*** Source material Section Begins ***

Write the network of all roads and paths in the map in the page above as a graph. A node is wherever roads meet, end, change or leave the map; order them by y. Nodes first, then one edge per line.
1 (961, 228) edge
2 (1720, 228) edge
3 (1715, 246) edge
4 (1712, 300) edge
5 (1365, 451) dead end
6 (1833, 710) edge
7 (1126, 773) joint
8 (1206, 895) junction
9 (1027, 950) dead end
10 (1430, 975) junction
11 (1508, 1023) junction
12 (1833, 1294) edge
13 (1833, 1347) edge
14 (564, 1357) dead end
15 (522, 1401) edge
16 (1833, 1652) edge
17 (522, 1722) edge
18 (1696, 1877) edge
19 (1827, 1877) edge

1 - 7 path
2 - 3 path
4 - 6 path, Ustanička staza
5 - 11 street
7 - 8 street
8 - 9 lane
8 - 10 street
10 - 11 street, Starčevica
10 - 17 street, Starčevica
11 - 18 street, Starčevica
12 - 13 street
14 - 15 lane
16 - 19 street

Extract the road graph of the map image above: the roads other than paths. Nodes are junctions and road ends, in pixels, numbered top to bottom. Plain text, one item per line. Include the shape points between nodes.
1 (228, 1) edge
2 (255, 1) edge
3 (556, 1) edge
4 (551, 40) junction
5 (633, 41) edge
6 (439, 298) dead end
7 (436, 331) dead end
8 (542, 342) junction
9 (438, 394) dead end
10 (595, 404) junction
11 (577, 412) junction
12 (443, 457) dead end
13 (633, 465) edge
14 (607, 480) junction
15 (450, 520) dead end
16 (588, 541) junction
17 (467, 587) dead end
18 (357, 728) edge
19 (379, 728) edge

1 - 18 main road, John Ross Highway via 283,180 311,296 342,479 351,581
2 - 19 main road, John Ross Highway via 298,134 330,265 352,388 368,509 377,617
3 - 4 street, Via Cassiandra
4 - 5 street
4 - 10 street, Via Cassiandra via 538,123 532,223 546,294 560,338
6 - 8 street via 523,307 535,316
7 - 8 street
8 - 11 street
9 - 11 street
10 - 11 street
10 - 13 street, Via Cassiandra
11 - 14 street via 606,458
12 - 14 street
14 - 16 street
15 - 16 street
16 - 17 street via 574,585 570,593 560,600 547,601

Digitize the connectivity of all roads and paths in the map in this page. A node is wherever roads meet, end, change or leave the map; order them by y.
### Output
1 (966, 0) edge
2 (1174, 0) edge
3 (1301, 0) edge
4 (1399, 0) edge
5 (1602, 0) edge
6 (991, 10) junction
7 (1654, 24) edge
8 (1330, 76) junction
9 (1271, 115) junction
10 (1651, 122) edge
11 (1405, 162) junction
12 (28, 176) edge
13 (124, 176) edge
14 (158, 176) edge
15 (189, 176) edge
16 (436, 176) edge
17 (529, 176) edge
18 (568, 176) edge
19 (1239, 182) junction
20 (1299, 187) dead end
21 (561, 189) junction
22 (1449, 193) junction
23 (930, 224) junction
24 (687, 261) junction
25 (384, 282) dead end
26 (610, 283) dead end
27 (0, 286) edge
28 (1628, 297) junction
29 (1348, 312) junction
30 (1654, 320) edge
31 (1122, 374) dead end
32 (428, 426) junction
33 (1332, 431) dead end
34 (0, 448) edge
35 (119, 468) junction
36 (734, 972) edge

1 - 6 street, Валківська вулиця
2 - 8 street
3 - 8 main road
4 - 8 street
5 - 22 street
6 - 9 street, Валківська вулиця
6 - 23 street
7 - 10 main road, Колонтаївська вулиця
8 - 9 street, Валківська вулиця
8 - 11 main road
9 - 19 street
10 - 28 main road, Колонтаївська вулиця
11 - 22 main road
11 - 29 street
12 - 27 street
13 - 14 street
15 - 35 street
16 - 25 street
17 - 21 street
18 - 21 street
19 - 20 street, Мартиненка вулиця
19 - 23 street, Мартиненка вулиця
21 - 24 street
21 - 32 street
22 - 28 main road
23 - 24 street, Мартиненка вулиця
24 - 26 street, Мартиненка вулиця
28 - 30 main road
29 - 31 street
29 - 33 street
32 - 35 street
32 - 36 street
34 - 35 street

*** Source material Section Ends ***

→ Work item:
Everything in the data above should be output exactly as it stands.

→ Task response:
Write the network of all roads and paths in the map in the page above as a graph. A node is wherever roads meet, end, change or leave the map; order them by y. Nodes first, then one edge per line.
1 (961, 228) edge
2 (1720, 228) edge
3 (1715, 246) edge
4 (1712, 300) edge
5 (1365, 451) dead end
6 (1833, 710) edge
7 (1126, 773) joint
8 (1206, 895) junction
9 (1027, 950) dead end
10 (1430, 975) junction
11 (1508, 1023) junction
12 (1833, 1294) edge
13 (1833, 1347) edge
14 (564, 1357) dead end
15 (522, 1401) edge
16 (1833, 1652) edge
17 (522, 1722) edge
18 (1696, 1877) edge
19 (1827, 1877) edge

1 - 7 path
2 - 3 path
4 - 6 path, Ustanička staza
5 - 11 street
7 - 8 street
8 - 9 lane
8 - 10 street
10 - 11 street, Starčevica
10 - 17 street, Starčevica
11 - 18 street, Starčevica
12 - 13 street
14 - 15 lane
16 - 19 street

Extract the road graph of the map image above: the roads other than paths. Nodes are junctions and road ends, in pixels, numbered top to bottom. Plain text, one item per line. Include the shape points between nodes.
1 (228, 1) edge
2 (255, 1) edge
3 (556, 1) edge
4 (551, 40) junction
5 (633, 41) edge
6 (439, 298) dead end
7 (436, 331) dead end
8 (542, 342) junction
9 (438, 394) dead end
10 (595, 404) junction
11 (577, 412) junction
12 (443, 457) dead end
13 (633, 465) edge
14 (607, 480) junction
15 (450, 520) dead end
16 (588, 541) junction
17 (467, 587) dead end
18 (357, 728) edge
19 (379, 728) edge

1 - 18 main road, John Ross Highway via 283,180 311,296 342,479 351,581
2 - 19 main road, John Ross Highway via 298,134 330,265 352,388 368,509 377,617
3 - 4 street, Via Cassiandra
4 - 5 street
4 - 10 street, Via Cassiandra via 538,123 532,223 546,294 560,338
6 - 8 street via 523,307 535,316
7 - 8 street
8 - 11 street
9 - 11 street
10 - 11 street
10 - 13 street, Via Cassiandra
11 - 14 street via 606,458
12 - 14 street
14 - 16 street
15 - 16 street
16 - 17 street via 574,585 570,593 560,600 547,601

Digitize the connectivity of all roads and paths in the map in this page. A node is wherever roads meet, end, change or leave the map; order them by y.
### Output
1 (966, 0) edge
2 (1174, 0) edge
3 (1301, 0) edge
4 (1399, 0) edge
5 (1602, 0) edge
6 (991, 10) junction
7 (1654, 24) edge
8 (1330, 76) junction
9 (1271, 115) junction
10 (1651, 122) edge
11 (1405, 162) junction
12 (28, 176) edge
13 (124, 176) edge
14 (158, 176) edge
15 (189, 176) edge
16 (436, 176) edge
17 (529, 176) edge
18 (568, 176) edge
19 (1239, 182) junction
20 (1299, 187) dead end
21 (561, 189) junction
22 (1449, 193) junction
23 (930, 224) junction
24 (687, 261) junction
25 (384, 282) dead end
26 (610, 283) dead end
27 (0, 286) edge
28 (1628, 297) junction
29 (1348, 312) junction
30 (1654, 320) edge
31 (1122, 374) dead end
32 (428, 426) junction
33 (1332, 431) dead end
34 (0, 448) edge
35 (119, 468) junction
36 (734, 972) edge

1 - 6 street, Валківська вулиця
2 - 8 street
3 - 8 main road
4 - 8 street
5 - 22 street
6 - 9 street, Валківська вулиця
6 - 23 street
7 - 10 main road, Колонтаївська вулиця
8 - 9 street, Валківська вулиця
8 - 11 main road
9 - 19 street
10 - 28 main road, Колонтаївська вулиця
11 - 22 main road
11 - 29 street
12 - 27 street
13 - 14 street
15 - 35 street
16 - 25 street
17 - 21 street
18 - 21 street
19 - 20 street, Мартиненка вулиця
19 - 23 street, Мартиненка вулиця
21 - 24 street
21 - 32 street
22 - 28 main road
23 - 24 street, Мартиненка вулиця
24 - 26 street, Мартиненка вулиця
28 - 30 main road
29 - 31 street
29 - 33 street
32 - 35 street
32 - 36 street
34 - 35 street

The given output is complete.